Top of SUPPLIED ENTRIES

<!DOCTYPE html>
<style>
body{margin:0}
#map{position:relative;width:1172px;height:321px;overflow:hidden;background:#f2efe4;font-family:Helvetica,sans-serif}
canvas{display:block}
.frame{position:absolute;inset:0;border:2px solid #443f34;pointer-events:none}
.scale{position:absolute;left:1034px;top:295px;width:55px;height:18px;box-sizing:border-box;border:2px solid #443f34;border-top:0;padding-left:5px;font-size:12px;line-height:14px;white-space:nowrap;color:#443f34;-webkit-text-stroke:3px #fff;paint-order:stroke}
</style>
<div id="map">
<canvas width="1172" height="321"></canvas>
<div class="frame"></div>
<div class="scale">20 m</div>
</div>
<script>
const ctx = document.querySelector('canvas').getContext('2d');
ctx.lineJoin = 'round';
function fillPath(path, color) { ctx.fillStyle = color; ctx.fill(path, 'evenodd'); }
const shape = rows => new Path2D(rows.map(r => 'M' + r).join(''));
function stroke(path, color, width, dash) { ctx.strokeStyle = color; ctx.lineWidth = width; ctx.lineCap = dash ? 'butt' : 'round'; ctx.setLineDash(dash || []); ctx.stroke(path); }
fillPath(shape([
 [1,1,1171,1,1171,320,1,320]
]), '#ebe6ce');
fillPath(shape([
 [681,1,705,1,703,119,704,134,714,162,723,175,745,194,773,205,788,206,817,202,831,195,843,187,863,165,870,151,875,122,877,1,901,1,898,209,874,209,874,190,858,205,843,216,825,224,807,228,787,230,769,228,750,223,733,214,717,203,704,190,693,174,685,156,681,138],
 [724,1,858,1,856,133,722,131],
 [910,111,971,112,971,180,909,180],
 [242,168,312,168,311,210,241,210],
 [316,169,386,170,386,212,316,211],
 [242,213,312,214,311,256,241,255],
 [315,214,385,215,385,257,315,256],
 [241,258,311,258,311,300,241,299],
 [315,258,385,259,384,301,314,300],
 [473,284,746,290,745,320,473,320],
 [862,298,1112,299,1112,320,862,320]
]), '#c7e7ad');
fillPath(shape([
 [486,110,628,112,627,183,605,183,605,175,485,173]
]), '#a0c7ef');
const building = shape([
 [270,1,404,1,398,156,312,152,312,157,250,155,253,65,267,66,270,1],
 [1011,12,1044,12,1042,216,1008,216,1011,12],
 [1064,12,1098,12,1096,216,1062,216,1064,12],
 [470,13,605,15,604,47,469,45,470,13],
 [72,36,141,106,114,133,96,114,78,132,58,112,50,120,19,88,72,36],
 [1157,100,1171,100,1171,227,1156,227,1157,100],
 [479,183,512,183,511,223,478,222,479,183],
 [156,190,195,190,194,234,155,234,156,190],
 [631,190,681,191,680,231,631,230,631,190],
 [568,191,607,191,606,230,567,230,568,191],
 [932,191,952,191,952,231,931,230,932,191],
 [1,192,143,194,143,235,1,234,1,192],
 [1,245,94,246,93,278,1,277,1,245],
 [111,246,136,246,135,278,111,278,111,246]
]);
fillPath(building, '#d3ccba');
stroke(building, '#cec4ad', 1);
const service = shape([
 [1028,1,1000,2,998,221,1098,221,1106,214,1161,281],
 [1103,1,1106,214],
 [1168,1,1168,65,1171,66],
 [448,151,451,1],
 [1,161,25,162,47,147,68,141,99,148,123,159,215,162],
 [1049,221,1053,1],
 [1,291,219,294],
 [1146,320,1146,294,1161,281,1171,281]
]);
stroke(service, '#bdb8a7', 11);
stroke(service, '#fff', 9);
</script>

Bottom of SUPPLIED ENTRIES

▸ WHAT THE TASK ASKS
When a line in the data contains "canvas", return it as written.

▸ RESPONSE TO THIS TASK
canvas{display:block}
<canvas width="1172" height="321"></canvas>
const ctx = document.querySelector('canvas').getContext('2d');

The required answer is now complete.